Tully v. Gibbs & Hill, Inc.

12 N.J. Misc. 275 | N.J. | 1934

Pee Cueiam.

This writ of certiorari brings up for review a judgment of the Hudson County Court of Common Pleas affirming the finding and determination of the workmen’s compensation bureau in a workmen’s compensation case. The following are the facts:

Thomas P. Tully was employed by the prosecutor, Gibbs & Hill, Incorporated (contractors at this time and place for the Pennsylvania Railroad Company), as a watchman and on the morning of June 22d, 1932, was found dead at or near the place of his employment on tracks of the Pennsylvania Railroad Company, at a point known as Journal Square, Jersey City. His death resulted from electrification, brought about by contact with a “third rail.” His body was discovered at about six o’clock in the morning of the day in question. Ho eye witness of the occurrence was produced at the hearing.

The prosecutor of the writ has set down sixteen reasons for reversal. However, the case is argued under three headings. First, that the accident did not arise out of the employment; second, that the trial court erroneously permitted a witness, Clark, to answer a question on his direct examination as to what the duties of the deceased were and, third, that the amount allowed in compensation is erroneous.

It is not disputed but that the deceased died of an accident. The prosecutor contends that the accident did not arise out of the employment. It is necessary to briefly discuss the facts and circumstances surrounding the occurrence. The property of the employer, which it was the decedent’s duty to guard, was placed on the northerly side of what may be called the Pennsylvania railroad “cut” in the vicinity of Journal Square. It consisted of cables, a hoist and a pump. The first three sets of rails on the northerly side of this railroad right of way are not electrified but are used for steam trains; the next seven sets of rails are used by Hudson and Manhattan railroad trains, and all are equipped with a “third rail” with the exception of one set of rails furthest south.

The decedent was found with his left shoulder in contact with a “third rail,” his right shoulder being caught under the guard of the same rail. The medical testimony estab*277listed that his death was due to shock. During the night, according to the evidence, there was a heavy downpour of rain.

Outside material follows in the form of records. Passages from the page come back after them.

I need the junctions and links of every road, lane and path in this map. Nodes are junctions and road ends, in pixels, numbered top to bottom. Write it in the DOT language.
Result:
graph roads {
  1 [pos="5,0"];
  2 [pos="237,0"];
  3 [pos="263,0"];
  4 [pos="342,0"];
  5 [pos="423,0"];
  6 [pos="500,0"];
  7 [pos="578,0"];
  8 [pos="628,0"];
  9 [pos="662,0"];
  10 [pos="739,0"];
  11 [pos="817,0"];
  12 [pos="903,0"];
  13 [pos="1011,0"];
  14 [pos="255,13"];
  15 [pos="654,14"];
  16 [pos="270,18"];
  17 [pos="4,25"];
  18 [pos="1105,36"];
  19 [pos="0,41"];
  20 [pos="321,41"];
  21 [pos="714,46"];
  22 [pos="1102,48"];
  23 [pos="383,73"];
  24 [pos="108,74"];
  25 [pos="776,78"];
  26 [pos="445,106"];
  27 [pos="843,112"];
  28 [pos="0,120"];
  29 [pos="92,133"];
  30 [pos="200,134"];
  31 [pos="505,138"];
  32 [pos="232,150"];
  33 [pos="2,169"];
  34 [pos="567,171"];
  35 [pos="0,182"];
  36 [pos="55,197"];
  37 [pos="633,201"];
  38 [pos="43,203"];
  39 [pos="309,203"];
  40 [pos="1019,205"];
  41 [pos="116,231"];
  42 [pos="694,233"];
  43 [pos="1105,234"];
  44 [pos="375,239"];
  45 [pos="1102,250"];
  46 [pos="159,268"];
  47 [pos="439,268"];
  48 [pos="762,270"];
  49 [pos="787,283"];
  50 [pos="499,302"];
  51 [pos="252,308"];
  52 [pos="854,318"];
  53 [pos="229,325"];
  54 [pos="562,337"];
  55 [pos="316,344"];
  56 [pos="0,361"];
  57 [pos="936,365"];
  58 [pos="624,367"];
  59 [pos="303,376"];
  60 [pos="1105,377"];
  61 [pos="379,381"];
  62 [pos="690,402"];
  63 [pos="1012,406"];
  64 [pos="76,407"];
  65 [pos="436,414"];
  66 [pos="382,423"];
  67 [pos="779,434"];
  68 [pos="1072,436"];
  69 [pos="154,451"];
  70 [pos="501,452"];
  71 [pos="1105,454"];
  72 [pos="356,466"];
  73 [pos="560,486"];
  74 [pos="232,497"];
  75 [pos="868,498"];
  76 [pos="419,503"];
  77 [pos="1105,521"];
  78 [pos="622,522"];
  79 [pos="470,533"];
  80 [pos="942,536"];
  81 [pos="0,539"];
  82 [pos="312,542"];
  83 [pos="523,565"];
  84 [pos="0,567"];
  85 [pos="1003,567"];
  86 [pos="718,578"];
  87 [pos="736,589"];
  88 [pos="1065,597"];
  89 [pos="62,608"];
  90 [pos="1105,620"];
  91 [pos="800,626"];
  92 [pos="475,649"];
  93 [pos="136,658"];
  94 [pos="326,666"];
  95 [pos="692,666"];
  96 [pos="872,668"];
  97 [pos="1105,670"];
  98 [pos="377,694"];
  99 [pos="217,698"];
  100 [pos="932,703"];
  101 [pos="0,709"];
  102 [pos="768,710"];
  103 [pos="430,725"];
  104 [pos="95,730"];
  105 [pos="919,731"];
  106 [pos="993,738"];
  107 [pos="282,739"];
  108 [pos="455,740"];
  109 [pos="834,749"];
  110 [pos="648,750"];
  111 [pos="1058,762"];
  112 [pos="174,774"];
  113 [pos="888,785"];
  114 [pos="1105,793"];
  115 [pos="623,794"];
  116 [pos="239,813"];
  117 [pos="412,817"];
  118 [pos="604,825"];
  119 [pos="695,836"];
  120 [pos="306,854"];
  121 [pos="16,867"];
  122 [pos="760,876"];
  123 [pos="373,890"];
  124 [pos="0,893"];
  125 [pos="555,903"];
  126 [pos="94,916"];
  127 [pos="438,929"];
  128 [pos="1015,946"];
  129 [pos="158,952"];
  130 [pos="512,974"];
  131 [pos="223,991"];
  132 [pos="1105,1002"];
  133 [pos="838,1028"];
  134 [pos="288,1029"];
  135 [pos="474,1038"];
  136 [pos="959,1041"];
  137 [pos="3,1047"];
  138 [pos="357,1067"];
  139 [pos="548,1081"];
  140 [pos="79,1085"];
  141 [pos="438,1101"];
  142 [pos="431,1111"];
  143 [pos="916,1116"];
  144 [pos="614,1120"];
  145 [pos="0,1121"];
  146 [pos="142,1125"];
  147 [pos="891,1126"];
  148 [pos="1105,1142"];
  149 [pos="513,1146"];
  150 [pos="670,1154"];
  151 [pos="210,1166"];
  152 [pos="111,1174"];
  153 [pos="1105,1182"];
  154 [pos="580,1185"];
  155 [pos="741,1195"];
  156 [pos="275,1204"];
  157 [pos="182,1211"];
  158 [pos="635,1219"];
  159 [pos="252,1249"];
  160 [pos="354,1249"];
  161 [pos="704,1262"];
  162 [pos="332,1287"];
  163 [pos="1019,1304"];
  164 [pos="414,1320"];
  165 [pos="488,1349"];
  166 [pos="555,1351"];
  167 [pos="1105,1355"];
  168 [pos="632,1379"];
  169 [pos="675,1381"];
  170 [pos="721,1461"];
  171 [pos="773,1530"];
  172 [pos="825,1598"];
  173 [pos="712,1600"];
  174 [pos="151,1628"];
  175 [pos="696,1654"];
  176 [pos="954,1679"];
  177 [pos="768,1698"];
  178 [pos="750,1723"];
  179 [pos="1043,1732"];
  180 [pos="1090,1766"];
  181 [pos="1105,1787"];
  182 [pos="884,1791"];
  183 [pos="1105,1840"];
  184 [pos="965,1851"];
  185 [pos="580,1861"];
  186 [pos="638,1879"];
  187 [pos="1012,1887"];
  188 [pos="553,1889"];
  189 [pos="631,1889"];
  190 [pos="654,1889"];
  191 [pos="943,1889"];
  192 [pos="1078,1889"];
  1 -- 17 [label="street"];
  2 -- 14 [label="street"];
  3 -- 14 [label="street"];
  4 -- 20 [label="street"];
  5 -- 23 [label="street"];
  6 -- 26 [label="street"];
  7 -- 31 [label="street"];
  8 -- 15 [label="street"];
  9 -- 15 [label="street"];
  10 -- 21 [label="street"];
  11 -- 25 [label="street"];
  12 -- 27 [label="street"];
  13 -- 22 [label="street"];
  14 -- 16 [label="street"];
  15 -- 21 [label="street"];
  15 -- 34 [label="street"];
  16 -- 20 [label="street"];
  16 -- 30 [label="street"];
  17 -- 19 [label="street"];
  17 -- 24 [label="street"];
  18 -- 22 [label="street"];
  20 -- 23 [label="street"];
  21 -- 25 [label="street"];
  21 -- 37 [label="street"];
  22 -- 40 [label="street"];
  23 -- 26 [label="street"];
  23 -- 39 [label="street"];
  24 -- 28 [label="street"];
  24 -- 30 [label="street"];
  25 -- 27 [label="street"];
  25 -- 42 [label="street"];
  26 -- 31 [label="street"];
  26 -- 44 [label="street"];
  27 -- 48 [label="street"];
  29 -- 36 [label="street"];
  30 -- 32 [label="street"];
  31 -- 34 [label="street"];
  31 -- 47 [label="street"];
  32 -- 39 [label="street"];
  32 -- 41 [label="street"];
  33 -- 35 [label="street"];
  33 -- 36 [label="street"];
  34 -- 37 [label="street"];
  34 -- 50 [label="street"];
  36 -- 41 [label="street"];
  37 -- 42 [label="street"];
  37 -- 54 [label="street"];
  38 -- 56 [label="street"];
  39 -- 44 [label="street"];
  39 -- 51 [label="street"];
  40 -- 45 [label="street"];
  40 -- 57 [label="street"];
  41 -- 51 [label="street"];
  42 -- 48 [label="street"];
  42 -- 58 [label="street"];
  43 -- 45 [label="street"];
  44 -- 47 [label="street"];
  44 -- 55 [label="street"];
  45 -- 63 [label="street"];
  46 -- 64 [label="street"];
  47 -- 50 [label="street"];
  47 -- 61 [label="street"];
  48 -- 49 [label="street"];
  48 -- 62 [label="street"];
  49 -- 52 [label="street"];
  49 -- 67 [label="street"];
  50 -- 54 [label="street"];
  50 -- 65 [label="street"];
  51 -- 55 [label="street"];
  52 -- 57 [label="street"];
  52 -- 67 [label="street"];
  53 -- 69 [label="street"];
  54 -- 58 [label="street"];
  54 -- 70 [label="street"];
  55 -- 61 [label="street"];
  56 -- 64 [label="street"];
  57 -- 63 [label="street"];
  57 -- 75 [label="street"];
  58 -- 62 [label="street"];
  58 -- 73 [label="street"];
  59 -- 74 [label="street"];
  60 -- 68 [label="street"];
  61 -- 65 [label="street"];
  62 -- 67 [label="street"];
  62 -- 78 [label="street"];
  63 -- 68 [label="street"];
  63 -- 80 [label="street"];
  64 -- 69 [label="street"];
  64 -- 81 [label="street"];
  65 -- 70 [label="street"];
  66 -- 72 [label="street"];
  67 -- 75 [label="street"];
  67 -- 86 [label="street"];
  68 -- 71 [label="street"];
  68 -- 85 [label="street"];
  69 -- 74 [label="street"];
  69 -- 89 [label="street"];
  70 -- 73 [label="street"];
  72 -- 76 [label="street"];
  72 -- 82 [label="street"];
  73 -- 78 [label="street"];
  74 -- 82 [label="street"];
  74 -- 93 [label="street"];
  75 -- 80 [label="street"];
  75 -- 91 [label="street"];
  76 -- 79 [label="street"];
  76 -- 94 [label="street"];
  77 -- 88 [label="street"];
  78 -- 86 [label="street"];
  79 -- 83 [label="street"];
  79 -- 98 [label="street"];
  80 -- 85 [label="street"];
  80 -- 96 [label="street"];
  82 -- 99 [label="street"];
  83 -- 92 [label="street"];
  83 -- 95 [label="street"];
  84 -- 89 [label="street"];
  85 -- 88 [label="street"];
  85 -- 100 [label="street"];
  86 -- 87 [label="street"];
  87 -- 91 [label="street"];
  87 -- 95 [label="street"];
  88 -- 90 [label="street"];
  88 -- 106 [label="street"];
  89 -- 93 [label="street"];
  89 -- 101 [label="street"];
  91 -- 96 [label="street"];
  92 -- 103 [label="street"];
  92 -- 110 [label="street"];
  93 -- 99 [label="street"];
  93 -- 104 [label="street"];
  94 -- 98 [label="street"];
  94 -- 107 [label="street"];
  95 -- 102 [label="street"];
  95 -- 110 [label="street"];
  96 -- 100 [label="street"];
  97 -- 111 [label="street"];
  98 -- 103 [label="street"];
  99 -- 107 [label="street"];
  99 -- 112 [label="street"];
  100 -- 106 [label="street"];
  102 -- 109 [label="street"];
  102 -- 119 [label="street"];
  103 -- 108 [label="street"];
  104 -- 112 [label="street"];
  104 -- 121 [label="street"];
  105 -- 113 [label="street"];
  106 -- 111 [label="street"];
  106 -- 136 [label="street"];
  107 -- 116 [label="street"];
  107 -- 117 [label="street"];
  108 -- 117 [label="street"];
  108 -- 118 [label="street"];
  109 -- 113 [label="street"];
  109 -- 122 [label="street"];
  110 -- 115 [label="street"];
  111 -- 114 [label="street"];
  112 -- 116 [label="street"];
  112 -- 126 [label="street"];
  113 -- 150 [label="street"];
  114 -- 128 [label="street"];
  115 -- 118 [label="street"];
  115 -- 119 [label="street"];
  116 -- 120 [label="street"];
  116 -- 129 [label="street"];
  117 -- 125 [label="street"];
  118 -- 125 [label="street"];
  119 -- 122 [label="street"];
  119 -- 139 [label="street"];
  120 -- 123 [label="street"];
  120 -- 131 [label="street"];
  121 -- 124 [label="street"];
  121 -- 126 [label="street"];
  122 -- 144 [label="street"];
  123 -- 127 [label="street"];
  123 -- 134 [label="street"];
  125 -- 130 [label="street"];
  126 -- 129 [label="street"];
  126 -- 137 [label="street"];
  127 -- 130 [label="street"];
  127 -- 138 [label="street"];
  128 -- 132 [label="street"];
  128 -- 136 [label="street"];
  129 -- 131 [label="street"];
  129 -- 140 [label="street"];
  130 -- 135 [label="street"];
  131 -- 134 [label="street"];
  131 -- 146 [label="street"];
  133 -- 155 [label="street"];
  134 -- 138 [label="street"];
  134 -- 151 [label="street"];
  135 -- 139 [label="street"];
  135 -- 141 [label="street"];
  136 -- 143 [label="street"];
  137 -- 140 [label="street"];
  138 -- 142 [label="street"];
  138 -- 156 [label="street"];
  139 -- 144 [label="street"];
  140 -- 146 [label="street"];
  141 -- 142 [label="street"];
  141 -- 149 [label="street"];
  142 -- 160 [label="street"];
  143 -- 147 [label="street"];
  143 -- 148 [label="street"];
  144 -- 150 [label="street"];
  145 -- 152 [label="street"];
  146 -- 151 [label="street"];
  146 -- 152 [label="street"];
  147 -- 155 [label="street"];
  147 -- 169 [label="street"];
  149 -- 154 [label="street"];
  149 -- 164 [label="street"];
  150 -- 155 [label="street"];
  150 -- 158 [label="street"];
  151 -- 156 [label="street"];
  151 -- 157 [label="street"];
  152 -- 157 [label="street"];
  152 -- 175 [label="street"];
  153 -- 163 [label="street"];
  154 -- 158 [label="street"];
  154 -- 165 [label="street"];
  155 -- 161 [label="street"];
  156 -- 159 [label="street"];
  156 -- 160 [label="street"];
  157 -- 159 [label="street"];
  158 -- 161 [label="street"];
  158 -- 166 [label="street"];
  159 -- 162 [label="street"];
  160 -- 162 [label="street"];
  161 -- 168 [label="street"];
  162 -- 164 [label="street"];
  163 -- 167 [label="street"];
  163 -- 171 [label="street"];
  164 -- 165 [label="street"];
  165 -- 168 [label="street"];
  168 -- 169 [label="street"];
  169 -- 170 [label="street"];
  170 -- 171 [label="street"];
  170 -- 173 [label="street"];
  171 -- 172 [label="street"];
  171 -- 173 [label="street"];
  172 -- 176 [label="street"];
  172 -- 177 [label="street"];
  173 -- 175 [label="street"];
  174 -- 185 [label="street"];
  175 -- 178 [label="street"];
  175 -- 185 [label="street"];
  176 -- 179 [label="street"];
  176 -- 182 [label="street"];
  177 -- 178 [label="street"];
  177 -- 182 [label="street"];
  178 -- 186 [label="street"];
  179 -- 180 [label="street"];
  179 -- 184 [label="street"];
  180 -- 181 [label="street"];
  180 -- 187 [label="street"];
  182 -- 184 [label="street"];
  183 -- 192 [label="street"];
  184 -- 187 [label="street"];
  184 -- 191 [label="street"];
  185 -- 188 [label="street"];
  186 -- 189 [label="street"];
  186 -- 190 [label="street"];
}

On this first point, much testimony has found its way into the record as to what the decedent was doing immediately prior to or at the time he met the accident which caused his death. It is suggested that he may have gone to the car seeking shelter from the heavy rainstorm; or that the decedent may have considered the Hudson and Manhattan railroad ear, which apparently was lying there for the night, an advantageous spot from which to keep watch over the equipment that he was engaged to watch and which was located at three different points on the north side of the railroad “cut;” or it was further suggested, that the deceased may have been going to or returning from a toilet on the southerly side of the right of way at the time that he met his death.

Prom the facts and circumstances in this case, we think that the deputy commissioner was justified in drawing the inference that the accident to the decedent arose out of the decedent’s employment. Muzik v. Erie Railroad, 85 N. J. L. 129; 89 Atl. Rep. 248; De Fazio’s Estate v. Goldschmidt Detinning Co., 87 N. J. L. 317; 88 Atl. Rep. 705.

When an employe, as here, is found dead from accident and there is no evidence offered as to just how the death occurred, the court will presume that the accident causing the death was one that arose out of and in the course of the employment. Here it was perfectly consistent with the performance of his duty, under the circumstances that prevailed, that the deceased should be where he was at the time of the occurrence which resulted in his death. Zabriskie v. Erie Railroad, 85 N. J. L. 157; De Fazio’s Estate v. Goldschmidt Detinning Co., supra.

The second ground for reversal is that the court permitted the witness, Clark, to answer a question concerning the duties of the deceased. This ground for reversal has no merit for two reasons, the first being that this error, if indeed it was error, was harmless for the reason that the testimony which the prosecutor here complains of was put into the record later by counsel for the prosecutor in the examination of one of his *278own witnesses, and, secondly, the record before us does not disclose any proper ground for appeal. At the trial, counsel stated that he objected to the question. This without more-does not make for a proper ground of appeal. The court is entitled to be informed of the reason for the objection to a question or an answer and if the reason for the objection is-not stated there is of course nothing for the appellate tribunal to review. Schreiner v. New York and New Jersey Tel. Co., 82 N. J. L. 743; 82 Atl. Rep. 887; Booth v. Keegan, 108 N. J. L. 538; 159 Atl. Rep. 402; Belperche v. Erie Railroad, 111 N. J. L. 81; 166 Atl. Rep. 463; State v. Donnelly, 26 N. J. L. 465 (at pp. 511, 512).

As to the third point, it is sufficient to say that we find no-error in the computation of the compensation as allowed by the deputy commissioner, which was affirmed by the Common Pleas Court.

The writ will therefore be dismissed, and the judgment below affirmed, with costs.